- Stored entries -
-- Opening Marker --

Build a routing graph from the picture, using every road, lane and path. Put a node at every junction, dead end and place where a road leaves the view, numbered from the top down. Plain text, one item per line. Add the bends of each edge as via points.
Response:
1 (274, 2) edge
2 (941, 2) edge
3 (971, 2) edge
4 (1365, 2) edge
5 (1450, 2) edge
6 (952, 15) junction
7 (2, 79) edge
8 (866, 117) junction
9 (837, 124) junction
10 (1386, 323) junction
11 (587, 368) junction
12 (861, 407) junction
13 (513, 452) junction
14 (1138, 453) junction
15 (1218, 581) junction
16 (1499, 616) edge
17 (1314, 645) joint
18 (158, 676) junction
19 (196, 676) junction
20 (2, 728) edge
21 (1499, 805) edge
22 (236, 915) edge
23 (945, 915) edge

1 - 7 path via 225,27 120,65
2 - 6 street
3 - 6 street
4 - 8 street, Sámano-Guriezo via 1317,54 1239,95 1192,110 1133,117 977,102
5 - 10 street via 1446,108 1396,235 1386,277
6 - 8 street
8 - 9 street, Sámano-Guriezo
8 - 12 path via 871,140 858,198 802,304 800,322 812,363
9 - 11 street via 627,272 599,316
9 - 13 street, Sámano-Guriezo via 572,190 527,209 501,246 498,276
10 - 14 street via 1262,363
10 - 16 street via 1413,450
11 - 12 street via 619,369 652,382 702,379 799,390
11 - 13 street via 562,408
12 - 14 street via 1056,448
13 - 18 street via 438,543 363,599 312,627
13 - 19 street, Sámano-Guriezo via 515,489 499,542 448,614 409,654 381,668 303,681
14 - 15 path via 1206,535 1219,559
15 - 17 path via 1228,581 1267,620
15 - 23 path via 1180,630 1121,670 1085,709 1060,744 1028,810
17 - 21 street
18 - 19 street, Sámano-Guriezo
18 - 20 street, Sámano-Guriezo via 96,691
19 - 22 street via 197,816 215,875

-- Closing Marker --

The records need to be reproduced in their entirety, word for word.

- Response to the task -
Build a routing graph from the picture, using every road, lane and path. Put a node at every junction, dead end and place where a road leaves the view, numbered from the top down. Plain text, one item per line. Add the bends of each edge as via points.
Response:
1 (274, 2) edge
2 (941, 2) edge
3 (971, 2) edge
4 (1365, 2) edge
5 (1450, 2) edge
6 (952, 15) junction
7 (2, 79) edge
8 (866, 117) junction
9 (837, 124) junction
10 (1386, 323) junction
11 (587, 368) junction
12 (861, 407) junction
13 (513, 452) junction
14 (1138, 453) junction
15 (1218, 581) junction
16 (1499, 616) edge
17 (1314, 645) joint
18 (158, 676) junction
19 (196, 676) junction
20 (2, 728) edge
21 (1499, 805) edge
22 (236, 915) edge
23 (945, 915) edge

1 - 7 path via 225,27 120,65
2 - 6 street
3 - 6 street
4 - 8 street, Sámano-Guriezo via 1317,54 1239,95 1192,110 1133,117 977,102
5 - 10 street via 1446,108 1396,235 1386,277
6 - 8 street
8 - 9 street, Sámano-Guriezo
8 - 12 path via 871,140 858,198 802,304 800,322 812,363
9 - 11 street via 627,272 599,316
9 - 13 street, Sámano-Guriezo via 572,190 527,209 501,246 498,276
10 - 14 street via 1262,363
10 - 16 street via 1413,450
11 - 12 street via 619,369 652,382 702,379 799,390
11 - 13 street via 562,408
12 - 14 street via 1056,448
13 - 18 street via 438,543 363,599 312,627
13 - 19 street, Sámano-Guriezo via 515,489 499,542 448,614 409,654 381,668 303,681
14 - 15 path via 1206,535 1219,559
15 - 17 path via 1228,581 1267,620
15 - 23 path via 1180,630 1121,670 1085,709 1060,744 1028,810
17 - 21 street
18 - 19 street, Sámano-Guriezo
18 - 20 street, Sámano-Guriezo via 96,691
19 - 22 street via 197,816 215,875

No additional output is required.